• The problem:
Your reply should hold only the lines from the records below where "Give" occurs.
*** Opening of Data records ***
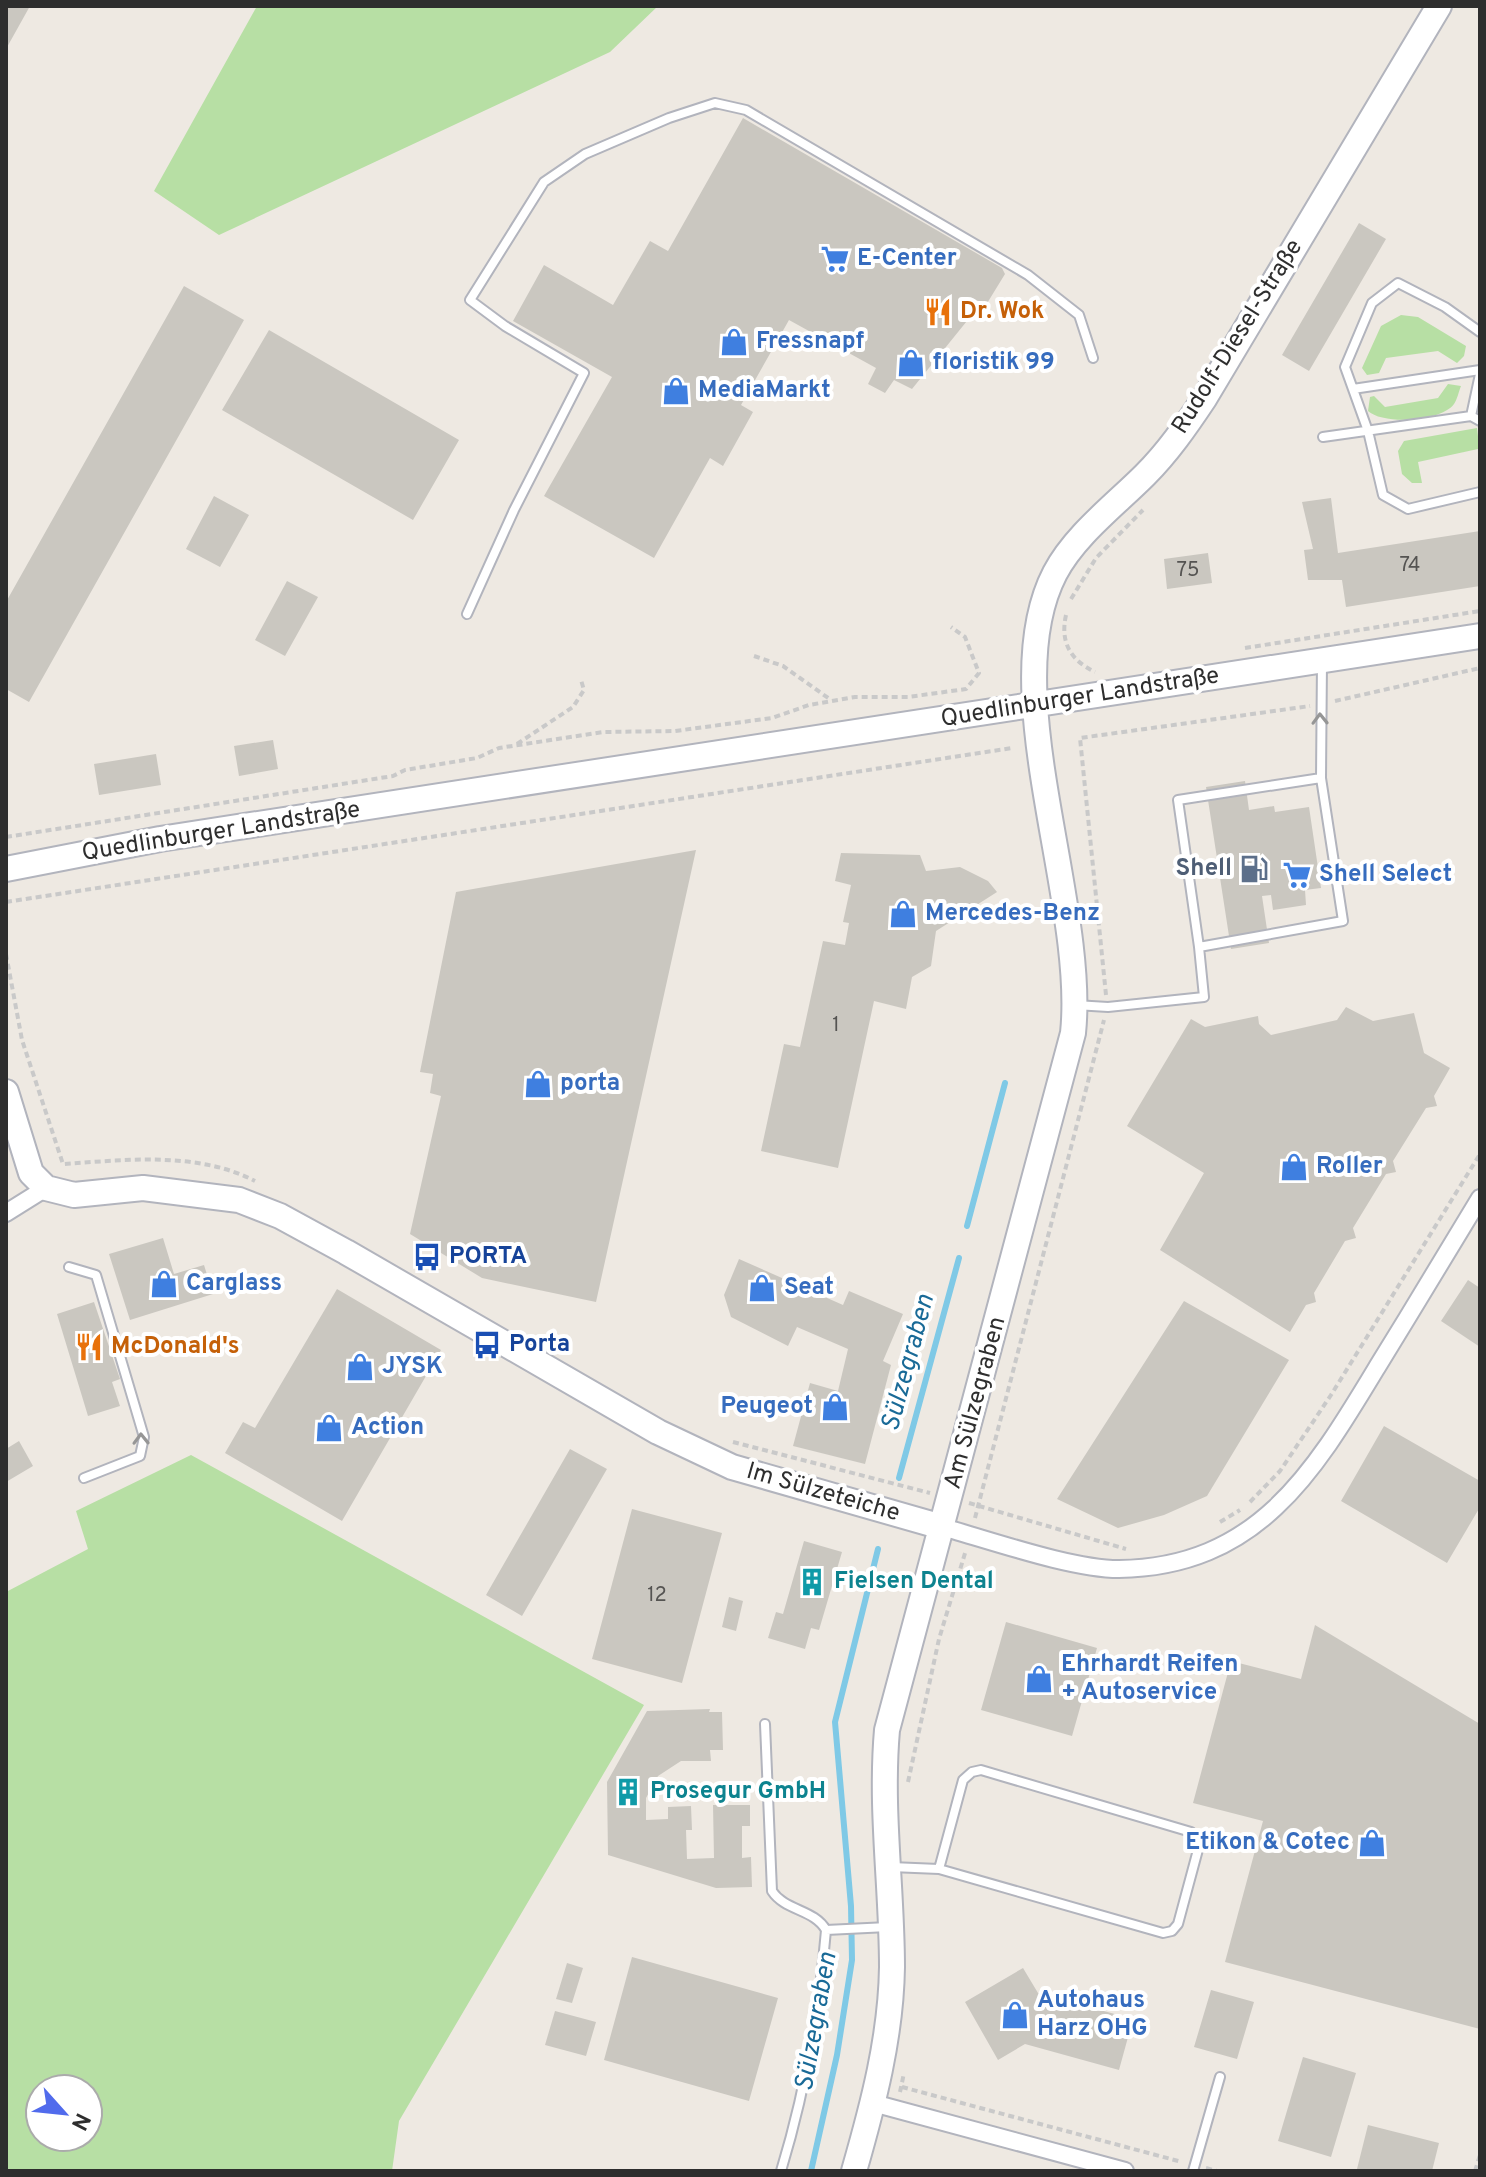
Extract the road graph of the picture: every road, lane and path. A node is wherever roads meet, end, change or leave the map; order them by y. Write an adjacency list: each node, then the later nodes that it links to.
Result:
*** Close of Data records ***
*** Opening of Data records ***
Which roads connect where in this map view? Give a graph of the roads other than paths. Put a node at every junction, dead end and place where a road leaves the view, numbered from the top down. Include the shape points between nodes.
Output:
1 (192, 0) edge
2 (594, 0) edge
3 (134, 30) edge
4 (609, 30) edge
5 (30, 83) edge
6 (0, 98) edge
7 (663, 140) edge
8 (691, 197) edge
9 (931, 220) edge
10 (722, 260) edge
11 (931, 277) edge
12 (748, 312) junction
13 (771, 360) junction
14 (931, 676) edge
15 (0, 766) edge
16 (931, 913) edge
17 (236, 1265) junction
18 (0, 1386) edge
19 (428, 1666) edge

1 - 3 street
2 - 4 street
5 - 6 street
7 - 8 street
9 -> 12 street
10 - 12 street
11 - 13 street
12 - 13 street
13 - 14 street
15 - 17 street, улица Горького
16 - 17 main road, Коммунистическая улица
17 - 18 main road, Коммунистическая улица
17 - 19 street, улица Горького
*** Close of Data records ***
*** Opening of Data records ***
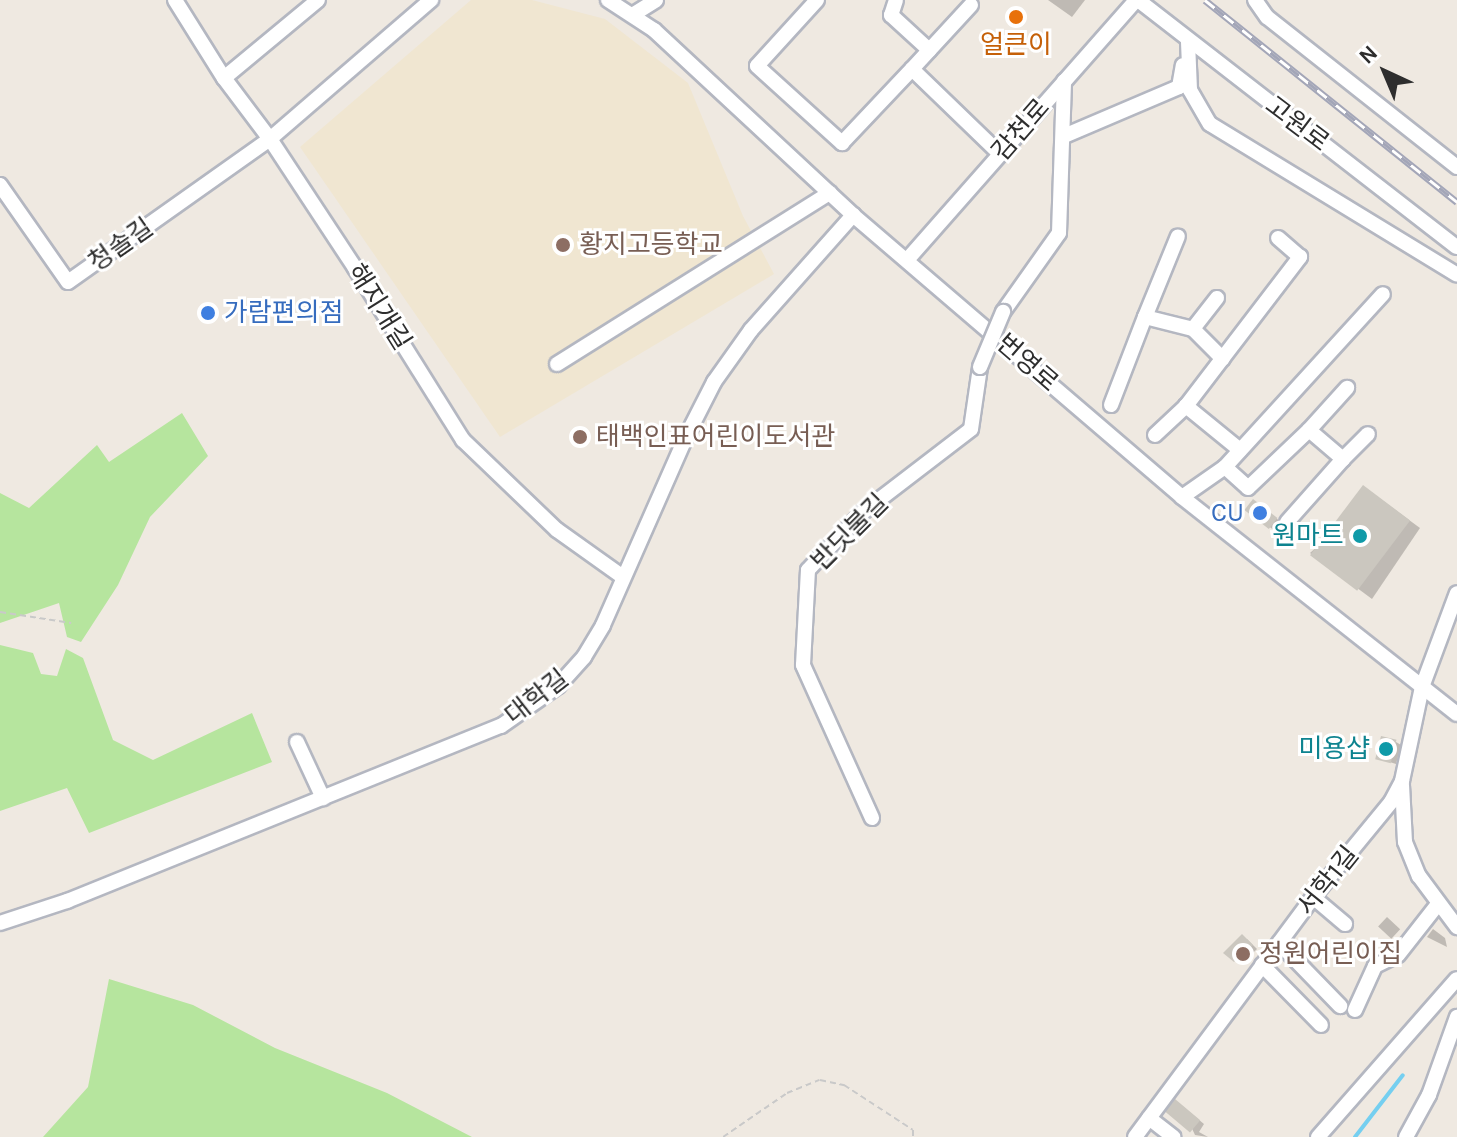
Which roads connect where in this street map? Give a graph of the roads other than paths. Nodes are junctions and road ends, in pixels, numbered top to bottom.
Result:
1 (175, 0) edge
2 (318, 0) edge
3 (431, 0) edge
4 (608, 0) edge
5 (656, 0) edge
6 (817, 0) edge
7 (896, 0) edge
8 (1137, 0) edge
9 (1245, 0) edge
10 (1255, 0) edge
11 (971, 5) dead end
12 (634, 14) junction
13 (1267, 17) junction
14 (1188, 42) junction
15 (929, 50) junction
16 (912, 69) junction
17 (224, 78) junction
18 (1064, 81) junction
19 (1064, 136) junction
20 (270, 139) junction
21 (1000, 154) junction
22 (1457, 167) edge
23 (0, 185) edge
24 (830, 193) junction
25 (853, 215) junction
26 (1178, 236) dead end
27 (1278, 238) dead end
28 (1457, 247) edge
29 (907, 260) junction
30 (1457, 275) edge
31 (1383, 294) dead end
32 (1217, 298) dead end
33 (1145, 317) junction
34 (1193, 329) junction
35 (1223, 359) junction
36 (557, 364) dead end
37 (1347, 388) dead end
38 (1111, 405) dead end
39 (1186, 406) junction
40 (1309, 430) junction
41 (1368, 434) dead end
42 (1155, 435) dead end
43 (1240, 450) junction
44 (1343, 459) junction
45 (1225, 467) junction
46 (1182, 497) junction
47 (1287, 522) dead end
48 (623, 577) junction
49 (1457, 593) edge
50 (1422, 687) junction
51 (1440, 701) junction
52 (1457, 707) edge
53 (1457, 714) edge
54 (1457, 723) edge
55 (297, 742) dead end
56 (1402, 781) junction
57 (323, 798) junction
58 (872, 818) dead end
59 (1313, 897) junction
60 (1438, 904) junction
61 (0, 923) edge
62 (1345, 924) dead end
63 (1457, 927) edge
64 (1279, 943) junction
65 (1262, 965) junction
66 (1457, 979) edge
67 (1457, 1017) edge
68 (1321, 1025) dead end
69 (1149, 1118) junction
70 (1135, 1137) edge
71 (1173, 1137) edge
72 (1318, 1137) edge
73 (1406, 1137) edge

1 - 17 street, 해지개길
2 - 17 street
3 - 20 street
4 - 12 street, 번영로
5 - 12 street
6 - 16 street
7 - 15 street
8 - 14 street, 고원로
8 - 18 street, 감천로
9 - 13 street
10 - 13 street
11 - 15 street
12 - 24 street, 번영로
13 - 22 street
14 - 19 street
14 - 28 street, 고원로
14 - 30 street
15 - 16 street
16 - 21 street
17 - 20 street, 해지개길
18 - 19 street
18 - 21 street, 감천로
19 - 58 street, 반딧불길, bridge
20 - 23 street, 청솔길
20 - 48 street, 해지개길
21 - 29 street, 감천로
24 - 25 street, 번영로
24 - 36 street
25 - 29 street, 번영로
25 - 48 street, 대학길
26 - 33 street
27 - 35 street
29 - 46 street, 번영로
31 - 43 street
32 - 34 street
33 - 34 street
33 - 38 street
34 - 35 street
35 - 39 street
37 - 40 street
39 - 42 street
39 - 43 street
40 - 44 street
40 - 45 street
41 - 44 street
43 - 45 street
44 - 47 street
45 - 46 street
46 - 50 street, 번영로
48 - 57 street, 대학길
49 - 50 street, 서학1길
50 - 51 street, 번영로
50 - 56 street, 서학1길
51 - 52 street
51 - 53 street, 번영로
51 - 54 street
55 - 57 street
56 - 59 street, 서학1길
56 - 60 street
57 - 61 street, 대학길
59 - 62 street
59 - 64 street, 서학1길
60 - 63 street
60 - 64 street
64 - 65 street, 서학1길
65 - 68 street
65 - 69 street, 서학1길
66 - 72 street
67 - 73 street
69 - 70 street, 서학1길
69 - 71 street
*** Close of Data records ***
• The answer:
Which roads connect where in this map view? Give a graph of the roads other than paths. Put a node at every junction, dead end and place where a road leaves the view, numbered from the top down. Include the shape points between nodes.
Which roads connect where in this street map? Give a graph of the roads other than paths. Nodes are junctions and road ends, in pixels, numbered top to bottom.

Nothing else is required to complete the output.